Lochkarten-Erbe

02.06.1989

DV/Org.-Chefs als IBM-minded zu bezeichnen, ist eine Sache, der IBM selbst monopolistisches Verhalten vorzuwerfen, eine andere. Gefährlich, für den Kritiker, ist beides nicht. Und auch Softwarehäuser der Kungelei mit der IBM zu bezichtigen, kann sich der Kolumnist leisten, ohne um seine Narrenfreiheit fürchten zu müssen. Wehe aber, man deutet an, /370-Anwender betrieben, im Vergleich etwa zu DEC- und Unix-Kunden oder gar zu Schrägstrich-Anwendern, die weitaus schlechtere Datenverarbeitung - und zwar sowohl hinsichtlich der DV-Technik und der Benutzerfreundlichkeit als auch unter wirtschaftlichen Aspekten. Da kommt keine Schadenfreude auf.

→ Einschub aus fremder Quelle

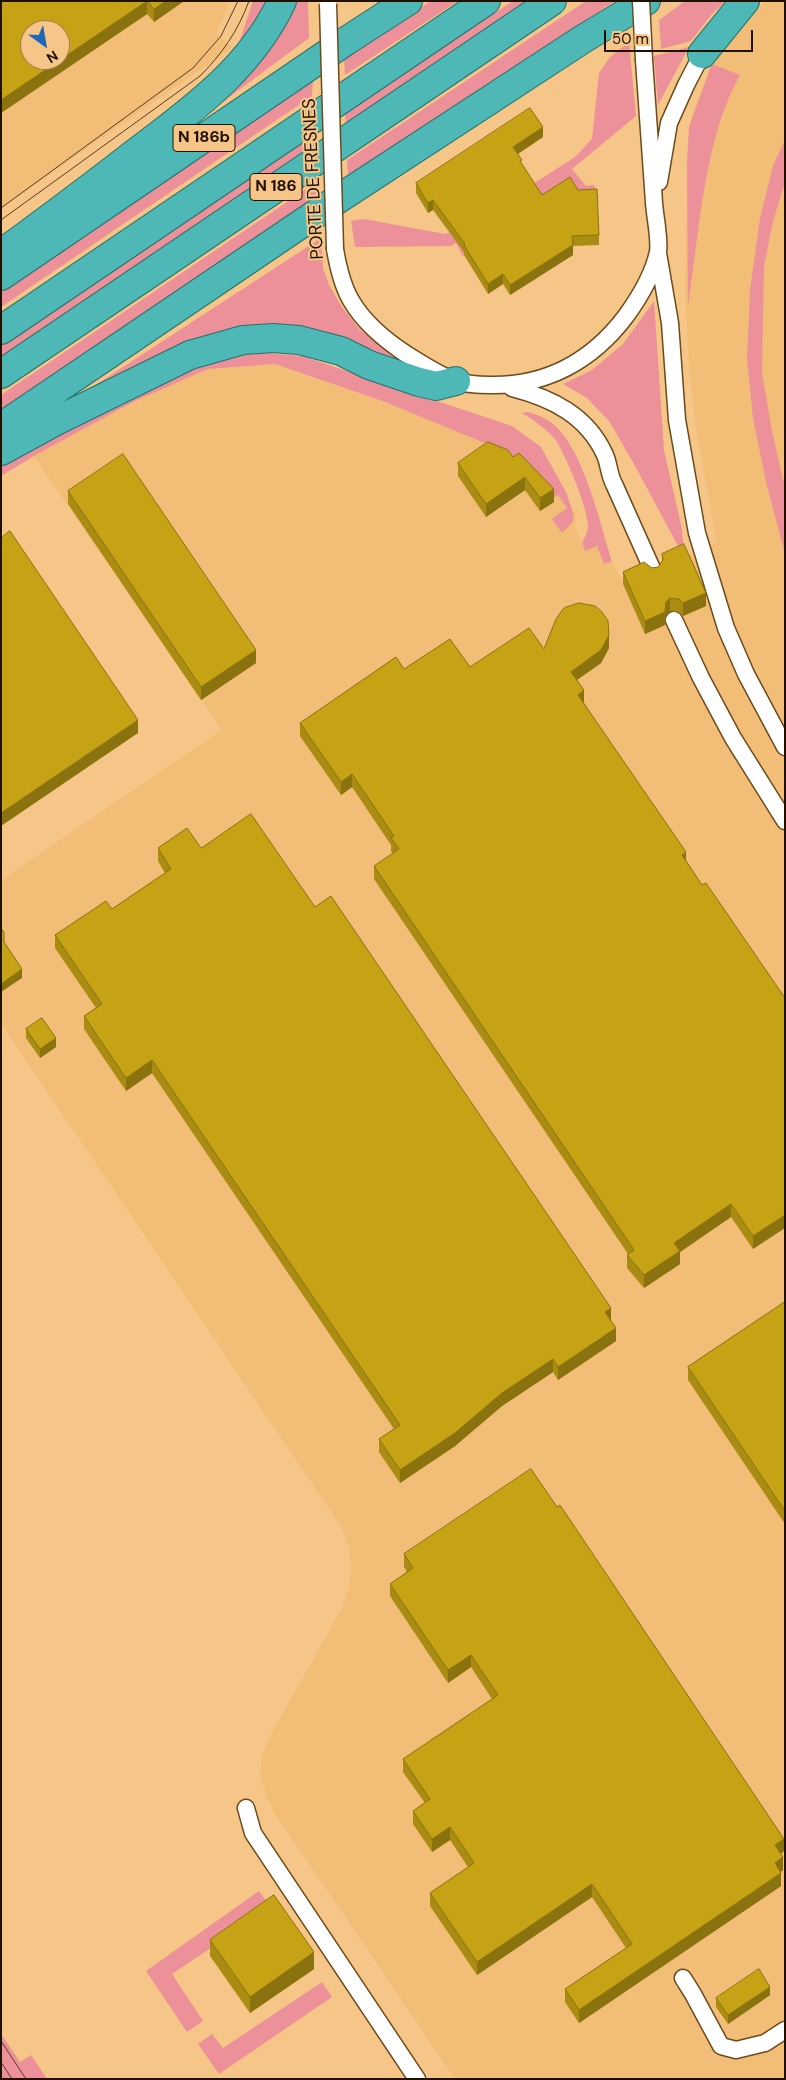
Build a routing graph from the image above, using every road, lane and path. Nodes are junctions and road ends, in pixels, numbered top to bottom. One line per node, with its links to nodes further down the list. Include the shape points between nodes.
1 (282, 1): 12 (highway, via 256,44 216,88 158,136)
2 (408, 1): 13 (highway, N 186b)
3 (486, 1): 14 (highway, N 186)
4 (552, 1): 15 (highway, N 186)
5 (641, 1): 10 (street, PORTE DE FRESNES, bridge)
6 (646, 1): 18 (highway, via 583,38 326,207)
7 (745, 1): 9 (highway)
8 (328, 3): 16 (street, PORTE DE FRESNES, bridge, via 335,249 340,276 352,302 385,340)
9 (702, 54): 10 (street, via 669,123)
10 (654, 207): 11 (street, PORTE DE FRESNES)
11 (658, 251): 17 (street, PORTE DE FRESNES, via 646,285 603,343 579,362 550,377); 22 (street, via 670,323 677,420 697,533 726,628 746,674)
12 (1, 254)
13 (1, 276)
14 (1, 330)
15 (1, 374)
16 (456, 381): 17 (street, PORTE DE FRESNES); 19 (highway, via 436,386 418,382 369,366 341,351 299,340 243,340 190,355)
17 (505, 385): 20 (street, via 560,405 595,436)
18 (1, 427)
19 (1, 451)
20 (653, 571)
21 (674, 620): 23 (street, via 733,738)
22 (785, 747)
23 (785, 821)
24 (246, 1808): 27 (street, via 253,1833)
25 (682, 1978): 26 (street, via 721,2046 736,2050 766,2043)
26 (785, 2030)
27 (417, 2079)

Jetzt hat es die Redakteure des amerikanischen Wirtschaftsmagazins "Business Week" gelüstet, die Gemeinheit solchermaßen auf die Spitze zu treiben. Die Titelstory der Ausgabe vom 29. Mai war aus aktuellem Anlaß (SAA-Ankündigung, Officevision) der Mainframe-IBM gewidmet, und gleich die erste Frage ist nicht von Pappe: Are IBM's glory days gone forever?" Die "Business-Week"-Redakteure waren klug genug, diese Frage nicht direkt zu beantworten, sondern die (IBM-) Geschichte für sich sprechen zu lassen.

Schon ein interessantes Kapitel: Warum die IBM das sogenannte "Future System" (FS) nicht auf den Markt gebracht hat, stattdessen an der /370 festhielt, einer Architektur, die bereits Mitte der 70er Jahre, so das Wirtschaftsmagazin, veraltet war, wie die IBM selbst einräumte". Dann kommentiert Business Week sinngemäß: "Ironically" könnte die Schwäche des Systems /370, nämlich seine Batch-Herkunft (Stichwort: Lochkarte), die IBM-Anwender gezwungen haben, wesentlich mehr Hardware zu kaufen, als dies beim Einsatz moderner DV-Technologie erforderlich gewesen wäre.

Mitfühlender und zugleich hintersinniger kann man den Teufelskreis, in dem sich die IBM-Anwender befinden, nicht umschreiben: /370-Kompatibilität zum Schutz der Software-Investitionen und Hardware-Innovation schließen sich gegenseitig aus. Das mußte, ein Dankeschön an die Business Week; wieder einmal gesagt werden.

Zu der Frage nach den 1000 fetten Jahren der IBM hielten sich die US-Wirtschaftsjournalisten aus verständlichen Gründen bedeckt. Wir wollen sie an John Imlay vom SAA-Softwarehaus MSA (siehe Seite 1) weiterreichen. Die Kernthese stand, weniger rücksichtsvoll formuliert, am 27. März 1987 in der CW-Kolumne. Auszug:

"Was die politische Seite der SAA-Medaille betrifft, so geht es für die IBM ans Eingemachte: Sie wird nur solange marktbeherrschend sein, wie ihre Konzepte der "De-facto-Standards" greifen. Auf einen kurzen Nenner gebracht: SAA ist der Versuch, gegen den Strom (Open Systems) zu schwimmen, eine Extrawurst zu braten, die den Entwicklern einmal im Halse steckenbleiben könnte. Es dürfte der letzte Versuch bleiben."